The FCC said it’s collecting data for the first time about how online video distributors operate and the extent to which they compete with or complement traditional pay-TV service. The questions are in a further notice of inquiry about the state of video competition released Thursday. The commission is required to submit a video competition report to Congress each year, but hasn’t produced one since January 2009. The forthcoming report, the FCC’s 14th, will look at the state of video competition from 2007 through June 30, 2010, the notice said. It also seeks comment on developments in the traditional pay-TV sector, and the prospects for broadcasters to build new businesses around delivering video on their digital spectrum.
Lawmakers are asking Apple for answers following the discovery that its iPod and iPad devices are regularly storing a list of its users’ locations. The findings were revealed Wednesday by Alasdair Allan, a senior research fellow at the University of Exeter, and Pete Warden, a former Apple programmer and founder of OpenHeatMap.com. The researchers claim “there’s no immediate harm” from the data records, but lawmakers are up in arms about the privacy implications of the discovery.
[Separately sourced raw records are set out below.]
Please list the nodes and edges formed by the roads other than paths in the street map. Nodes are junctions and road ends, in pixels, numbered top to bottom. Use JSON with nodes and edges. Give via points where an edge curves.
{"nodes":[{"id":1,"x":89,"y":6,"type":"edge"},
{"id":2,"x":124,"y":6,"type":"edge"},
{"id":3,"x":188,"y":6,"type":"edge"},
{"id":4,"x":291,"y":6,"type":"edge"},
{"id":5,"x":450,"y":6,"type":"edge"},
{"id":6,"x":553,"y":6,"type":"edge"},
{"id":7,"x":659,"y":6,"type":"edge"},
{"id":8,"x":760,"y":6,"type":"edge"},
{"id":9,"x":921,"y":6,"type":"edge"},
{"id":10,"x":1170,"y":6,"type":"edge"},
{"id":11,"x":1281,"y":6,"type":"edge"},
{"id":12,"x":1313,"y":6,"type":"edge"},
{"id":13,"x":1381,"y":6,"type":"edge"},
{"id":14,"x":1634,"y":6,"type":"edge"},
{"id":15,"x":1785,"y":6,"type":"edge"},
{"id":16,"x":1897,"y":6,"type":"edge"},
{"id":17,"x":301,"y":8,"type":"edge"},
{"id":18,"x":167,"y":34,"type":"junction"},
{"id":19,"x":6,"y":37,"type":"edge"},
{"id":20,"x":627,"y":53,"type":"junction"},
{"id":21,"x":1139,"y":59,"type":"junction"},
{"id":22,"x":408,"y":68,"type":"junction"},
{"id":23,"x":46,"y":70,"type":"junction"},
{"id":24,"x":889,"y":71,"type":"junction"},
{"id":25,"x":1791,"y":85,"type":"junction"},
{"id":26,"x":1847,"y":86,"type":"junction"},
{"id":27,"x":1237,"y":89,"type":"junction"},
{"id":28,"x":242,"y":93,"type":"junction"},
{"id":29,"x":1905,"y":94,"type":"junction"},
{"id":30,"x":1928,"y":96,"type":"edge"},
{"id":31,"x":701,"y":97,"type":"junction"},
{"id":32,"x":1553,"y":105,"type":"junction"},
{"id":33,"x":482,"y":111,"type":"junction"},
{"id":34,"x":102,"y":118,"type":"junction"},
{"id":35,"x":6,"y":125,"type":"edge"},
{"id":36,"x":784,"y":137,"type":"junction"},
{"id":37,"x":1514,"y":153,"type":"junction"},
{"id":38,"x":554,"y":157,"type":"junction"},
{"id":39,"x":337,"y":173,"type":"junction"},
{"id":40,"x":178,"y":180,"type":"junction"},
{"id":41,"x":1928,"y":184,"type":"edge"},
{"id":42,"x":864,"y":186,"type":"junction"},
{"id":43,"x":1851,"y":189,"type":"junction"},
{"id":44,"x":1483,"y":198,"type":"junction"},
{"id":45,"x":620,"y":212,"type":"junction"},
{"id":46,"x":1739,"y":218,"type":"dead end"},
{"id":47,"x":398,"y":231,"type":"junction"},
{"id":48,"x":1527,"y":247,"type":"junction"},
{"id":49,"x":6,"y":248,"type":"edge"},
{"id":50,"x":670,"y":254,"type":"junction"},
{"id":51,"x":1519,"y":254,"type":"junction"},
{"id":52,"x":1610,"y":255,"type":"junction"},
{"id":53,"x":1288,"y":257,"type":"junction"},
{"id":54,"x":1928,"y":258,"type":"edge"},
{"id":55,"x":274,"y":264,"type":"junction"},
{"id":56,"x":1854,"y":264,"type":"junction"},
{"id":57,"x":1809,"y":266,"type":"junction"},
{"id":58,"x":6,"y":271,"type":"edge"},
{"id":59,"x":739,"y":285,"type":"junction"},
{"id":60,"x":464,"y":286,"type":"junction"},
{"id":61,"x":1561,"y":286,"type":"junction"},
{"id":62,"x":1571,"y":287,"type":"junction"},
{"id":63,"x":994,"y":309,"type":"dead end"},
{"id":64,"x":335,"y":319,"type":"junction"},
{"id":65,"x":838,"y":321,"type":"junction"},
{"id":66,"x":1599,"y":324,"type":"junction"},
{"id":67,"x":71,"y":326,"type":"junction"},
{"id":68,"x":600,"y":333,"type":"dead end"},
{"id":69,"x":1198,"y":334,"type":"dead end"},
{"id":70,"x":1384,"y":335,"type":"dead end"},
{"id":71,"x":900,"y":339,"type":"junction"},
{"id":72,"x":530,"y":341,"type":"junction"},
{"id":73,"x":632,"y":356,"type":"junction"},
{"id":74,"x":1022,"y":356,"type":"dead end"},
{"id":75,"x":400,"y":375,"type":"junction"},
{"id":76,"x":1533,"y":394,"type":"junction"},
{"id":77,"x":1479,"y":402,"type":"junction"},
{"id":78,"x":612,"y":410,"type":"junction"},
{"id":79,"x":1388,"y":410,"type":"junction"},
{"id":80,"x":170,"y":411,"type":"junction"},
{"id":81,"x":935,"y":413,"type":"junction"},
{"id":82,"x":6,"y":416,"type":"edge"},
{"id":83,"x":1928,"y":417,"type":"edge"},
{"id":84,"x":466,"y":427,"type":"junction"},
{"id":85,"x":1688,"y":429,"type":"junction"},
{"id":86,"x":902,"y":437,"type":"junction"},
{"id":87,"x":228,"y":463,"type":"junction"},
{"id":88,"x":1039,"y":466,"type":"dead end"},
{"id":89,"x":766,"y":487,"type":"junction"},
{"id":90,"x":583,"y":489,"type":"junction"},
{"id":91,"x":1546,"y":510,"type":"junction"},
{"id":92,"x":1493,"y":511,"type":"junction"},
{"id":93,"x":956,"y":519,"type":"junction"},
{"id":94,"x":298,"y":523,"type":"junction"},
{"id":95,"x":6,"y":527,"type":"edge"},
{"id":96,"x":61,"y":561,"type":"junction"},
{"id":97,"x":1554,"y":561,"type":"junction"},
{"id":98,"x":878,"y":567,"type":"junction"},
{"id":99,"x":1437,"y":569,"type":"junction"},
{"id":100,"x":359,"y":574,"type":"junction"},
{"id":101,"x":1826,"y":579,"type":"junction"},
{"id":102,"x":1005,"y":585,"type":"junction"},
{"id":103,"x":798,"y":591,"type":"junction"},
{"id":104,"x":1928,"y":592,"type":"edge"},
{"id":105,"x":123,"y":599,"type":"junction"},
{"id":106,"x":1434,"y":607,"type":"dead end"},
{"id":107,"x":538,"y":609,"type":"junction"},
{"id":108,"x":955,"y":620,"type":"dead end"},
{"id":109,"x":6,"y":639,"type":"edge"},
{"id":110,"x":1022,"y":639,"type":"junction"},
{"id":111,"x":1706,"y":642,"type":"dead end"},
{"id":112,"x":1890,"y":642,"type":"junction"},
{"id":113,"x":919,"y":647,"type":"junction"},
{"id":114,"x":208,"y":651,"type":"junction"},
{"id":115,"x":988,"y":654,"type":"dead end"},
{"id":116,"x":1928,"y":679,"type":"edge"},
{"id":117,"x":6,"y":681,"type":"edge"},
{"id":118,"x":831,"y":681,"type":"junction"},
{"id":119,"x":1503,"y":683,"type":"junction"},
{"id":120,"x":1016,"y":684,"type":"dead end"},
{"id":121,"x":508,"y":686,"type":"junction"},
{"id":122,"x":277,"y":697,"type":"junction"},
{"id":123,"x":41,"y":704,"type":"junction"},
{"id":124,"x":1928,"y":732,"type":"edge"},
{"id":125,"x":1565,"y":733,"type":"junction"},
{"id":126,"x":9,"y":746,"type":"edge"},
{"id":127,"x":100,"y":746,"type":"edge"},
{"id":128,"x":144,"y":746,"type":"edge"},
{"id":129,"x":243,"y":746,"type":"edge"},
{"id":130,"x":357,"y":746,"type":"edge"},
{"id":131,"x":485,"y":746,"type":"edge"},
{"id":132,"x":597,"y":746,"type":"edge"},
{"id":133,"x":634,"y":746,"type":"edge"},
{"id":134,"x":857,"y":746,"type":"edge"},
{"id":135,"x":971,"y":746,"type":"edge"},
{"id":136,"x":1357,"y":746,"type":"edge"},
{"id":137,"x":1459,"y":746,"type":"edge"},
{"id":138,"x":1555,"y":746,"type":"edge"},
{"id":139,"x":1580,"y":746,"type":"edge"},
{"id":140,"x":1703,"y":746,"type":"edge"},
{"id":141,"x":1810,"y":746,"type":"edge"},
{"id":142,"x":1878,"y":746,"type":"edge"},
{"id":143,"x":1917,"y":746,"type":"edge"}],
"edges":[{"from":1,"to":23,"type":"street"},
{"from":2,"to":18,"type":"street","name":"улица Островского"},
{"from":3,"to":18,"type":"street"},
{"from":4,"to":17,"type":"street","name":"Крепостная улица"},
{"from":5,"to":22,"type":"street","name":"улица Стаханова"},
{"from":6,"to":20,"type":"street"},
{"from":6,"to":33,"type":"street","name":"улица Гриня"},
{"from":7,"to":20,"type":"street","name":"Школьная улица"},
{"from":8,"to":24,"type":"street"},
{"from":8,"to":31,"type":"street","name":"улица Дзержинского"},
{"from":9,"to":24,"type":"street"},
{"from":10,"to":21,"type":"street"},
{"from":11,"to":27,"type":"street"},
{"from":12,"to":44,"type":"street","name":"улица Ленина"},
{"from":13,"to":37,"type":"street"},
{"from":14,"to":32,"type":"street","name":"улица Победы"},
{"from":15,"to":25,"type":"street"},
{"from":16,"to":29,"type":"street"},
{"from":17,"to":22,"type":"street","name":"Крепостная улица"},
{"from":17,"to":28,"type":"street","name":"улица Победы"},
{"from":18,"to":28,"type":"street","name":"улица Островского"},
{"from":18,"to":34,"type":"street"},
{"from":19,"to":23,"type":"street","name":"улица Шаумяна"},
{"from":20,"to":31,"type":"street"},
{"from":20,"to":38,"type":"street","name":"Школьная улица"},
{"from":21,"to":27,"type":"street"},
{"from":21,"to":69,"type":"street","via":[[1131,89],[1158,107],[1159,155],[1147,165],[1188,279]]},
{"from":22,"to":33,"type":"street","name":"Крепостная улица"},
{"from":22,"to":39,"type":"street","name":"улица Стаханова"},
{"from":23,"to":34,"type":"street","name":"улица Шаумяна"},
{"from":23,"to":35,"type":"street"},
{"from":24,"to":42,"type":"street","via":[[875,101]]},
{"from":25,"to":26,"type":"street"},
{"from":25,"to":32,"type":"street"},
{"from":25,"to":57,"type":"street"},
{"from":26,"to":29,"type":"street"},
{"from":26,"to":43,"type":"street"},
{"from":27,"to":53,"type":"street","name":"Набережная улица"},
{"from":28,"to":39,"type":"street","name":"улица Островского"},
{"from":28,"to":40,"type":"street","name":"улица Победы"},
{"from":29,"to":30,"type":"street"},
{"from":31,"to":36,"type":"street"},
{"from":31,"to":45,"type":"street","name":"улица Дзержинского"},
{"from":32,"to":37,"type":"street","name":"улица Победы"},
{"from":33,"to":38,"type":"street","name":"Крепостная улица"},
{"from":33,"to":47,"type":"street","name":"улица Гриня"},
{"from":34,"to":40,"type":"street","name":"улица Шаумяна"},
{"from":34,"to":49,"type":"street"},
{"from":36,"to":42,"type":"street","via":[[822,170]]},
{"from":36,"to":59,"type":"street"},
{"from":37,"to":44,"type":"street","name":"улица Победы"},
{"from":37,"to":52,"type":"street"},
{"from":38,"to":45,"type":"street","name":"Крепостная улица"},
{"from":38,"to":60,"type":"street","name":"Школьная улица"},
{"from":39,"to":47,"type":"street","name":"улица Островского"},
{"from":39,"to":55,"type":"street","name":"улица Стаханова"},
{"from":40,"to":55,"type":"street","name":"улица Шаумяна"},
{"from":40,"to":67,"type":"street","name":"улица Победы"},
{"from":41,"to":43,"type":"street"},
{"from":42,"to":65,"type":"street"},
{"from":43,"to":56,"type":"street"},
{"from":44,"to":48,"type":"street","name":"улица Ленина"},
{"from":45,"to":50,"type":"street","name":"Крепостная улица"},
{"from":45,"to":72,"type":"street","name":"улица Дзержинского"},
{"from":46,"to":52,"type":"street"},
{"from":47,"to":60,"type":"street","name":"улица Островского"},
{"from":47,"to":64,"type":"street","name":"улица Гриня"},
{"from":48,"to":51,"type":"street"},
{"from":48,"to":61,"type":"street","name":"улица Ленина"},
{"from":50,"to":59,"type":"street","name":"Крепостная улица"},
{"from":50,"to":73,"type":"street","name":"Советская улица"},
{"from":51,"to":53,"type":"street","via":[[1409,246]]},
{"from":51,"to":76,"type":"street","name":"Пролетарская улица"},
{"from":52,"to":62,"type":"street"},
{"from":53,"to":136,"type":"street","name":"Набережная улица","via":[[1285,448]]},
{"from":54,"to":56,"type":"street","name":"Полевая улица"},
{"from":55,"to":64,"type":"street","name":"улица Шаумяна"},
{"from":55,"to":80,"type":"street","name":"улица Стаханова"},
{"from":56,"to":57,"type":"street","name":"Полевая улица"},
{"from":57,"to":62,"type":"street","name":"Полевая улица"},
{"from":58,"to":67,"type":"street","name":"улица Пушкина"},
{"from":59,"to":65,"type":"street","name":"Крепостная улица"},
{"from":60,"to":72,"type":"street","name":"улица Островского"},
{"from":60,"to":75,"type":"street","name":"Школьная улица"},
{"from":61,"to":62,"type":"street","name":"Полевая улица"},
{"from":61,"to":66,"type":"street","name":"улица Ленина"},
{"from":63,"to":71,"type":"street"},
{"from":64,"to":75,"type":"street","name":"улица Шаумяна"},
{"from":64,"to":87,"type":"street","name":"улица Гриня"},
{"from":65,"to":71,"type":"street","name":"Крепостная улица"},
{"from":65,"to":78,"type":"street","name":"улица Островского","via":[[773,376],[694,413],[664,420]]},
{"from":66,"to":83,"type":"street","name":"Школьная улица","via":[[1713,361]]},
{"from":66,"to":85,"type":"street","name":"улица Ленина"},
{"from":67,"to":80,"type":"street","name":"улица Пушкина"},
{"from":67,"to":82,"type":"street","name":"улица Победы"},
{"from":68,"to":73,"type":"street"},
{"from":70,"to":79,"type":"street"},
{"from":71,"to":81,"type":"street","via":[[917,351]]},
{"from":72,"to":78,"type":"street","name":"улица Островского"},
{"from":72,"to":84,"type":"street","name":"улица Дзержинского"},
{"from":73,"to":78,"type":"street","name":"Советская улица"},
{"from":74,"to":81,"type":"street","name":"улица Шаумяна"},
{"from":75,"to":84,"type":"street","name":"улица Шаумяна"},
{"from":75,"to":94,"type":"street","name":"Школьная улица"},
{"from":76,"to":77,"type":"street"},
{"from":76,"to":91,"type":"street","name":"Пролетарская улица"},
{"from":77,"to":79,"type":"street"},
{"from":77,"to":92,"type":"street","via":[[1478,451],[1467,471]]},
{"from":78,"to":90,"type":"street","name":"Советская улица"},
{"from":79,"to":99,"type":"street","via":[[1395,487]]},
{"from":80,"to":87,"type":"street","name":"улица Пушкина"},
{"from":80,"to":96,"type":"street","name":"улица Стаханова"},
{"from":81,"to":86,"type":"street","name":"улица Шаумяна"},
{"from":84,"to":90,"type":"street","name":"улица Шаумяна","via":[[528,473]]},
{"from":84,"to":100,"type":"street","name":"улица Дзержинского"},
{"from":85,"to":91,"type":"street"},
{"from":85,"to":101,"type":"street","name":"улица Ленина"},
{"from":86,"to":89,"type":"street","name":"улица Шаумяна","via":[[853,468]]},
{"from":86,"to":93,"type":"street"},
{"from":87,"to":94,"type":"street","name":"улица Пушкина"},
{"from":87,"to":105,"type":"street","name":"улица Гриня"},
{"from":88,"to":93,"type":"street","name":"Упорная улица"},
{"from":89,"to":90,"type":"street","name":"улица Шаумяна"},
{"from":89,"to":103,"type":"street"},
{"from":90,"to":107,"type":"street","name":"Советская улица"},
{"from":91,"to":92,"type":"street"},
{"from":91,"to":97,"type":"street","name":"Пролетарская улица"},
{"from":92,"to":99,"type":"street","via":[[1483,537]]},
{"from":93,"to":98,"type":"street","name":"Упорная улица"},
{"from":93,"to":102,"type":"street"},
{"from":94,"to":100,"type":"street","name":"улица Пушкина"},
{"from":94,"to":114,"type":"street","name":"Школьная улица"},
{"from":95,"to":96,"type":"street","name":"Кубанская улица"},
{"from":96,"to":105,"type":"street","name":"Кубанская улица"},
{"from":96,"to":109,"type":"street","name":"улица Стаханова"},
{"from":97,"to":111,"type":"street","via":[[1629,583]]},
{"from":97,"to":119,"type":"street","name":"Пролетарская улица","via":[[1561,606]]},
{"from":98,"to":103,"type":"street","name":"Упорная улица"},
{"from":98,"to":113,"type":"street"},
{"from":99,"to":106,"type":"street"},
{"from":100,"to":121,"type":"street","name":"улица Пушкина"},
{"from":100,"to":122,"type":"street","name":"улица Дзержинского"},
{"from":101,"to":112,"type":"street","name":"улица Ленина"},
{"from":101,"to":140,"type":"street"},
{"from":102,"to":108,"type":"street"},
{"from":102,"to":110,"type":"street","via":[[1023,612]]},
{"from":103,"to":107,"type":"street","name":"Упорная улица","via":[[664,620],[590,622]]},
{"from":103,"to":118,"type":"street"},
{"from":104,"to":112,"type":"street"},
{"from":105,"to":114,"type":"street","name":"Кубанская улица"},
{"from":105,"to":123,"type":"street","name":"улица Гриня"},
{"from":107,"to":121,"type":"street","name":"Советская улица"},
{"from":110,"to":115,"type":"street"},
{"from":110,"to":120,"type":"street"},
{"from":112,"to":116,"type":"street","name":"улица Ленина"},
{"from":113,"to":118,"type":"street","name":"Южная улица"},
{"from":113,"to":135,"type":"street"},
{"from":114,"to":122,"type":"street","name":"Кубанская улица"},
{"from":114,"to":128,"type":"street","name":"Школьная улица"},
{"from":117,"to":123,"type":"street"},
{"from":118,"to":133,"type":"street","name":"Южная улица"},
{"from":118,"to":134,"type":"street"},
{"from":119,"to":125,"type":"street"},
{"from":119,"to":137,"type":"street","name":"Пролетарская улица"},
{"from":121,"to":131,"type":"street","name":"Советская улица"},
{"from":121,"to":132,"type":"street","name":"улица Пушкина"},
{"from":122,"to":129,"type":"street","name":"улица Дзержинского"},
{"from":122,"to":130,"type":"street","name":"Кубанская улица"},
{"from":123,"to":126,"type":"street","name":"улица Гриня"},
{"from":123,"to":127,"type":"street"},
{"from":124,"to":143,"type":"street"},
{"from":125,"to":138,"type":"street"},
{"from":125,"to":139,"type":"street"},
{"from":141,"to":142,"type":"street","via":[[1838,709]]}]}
Public safety spending on 700 MHz D-block lobbying more than quadrupled in Q1 2011 compared to the same quarter last year, according to Q1 lobbying reports. The Association of Public-Safety Communications Officials spent $80,563, 303 percent more than what the group spent in Q1 2010 and 66 percent more than Q4 2010. Meanwhile, the National Telecommunications Cooperative Association spent nearly five times what it did last year, and NTCA CEO Shirley Bloomfield said she expects the association of small rural telcos to continue spending at that level.
AT&T’s Q1 profit jumped 39 percent year-over-year to $3.4 billion though the company’s postpaid net additions plummeted 88 percent from a year earlier to 62,000. Executives insisted that customers stayed with AT&T despite Verizon’s iPhone launch. AT&T remains concerned about long-term capacity constraints as it relates to spectrum, “and that’s one of the things that will hopefully be relieved with the T-Mobile transaction,” Ralph de la Vega, CEO of AT&T’s mobility and consumer markets, said on a conference call Wednesday.
A federal appeal court ruling that EchoStar violated an injunction barring it from continuing to sell satellite receivers/DVRs that infringed a TiVo patent leaves EchoStar with a range of options, analysts said. EchoStar said it will likely appeal to the U.S. Supreme Court the U.S. Court of Appeals for the Federal Circuit’s finding that it’s in contempt of the injunction. But the ruling could also represent table stakes for a possible settlement, analysts said.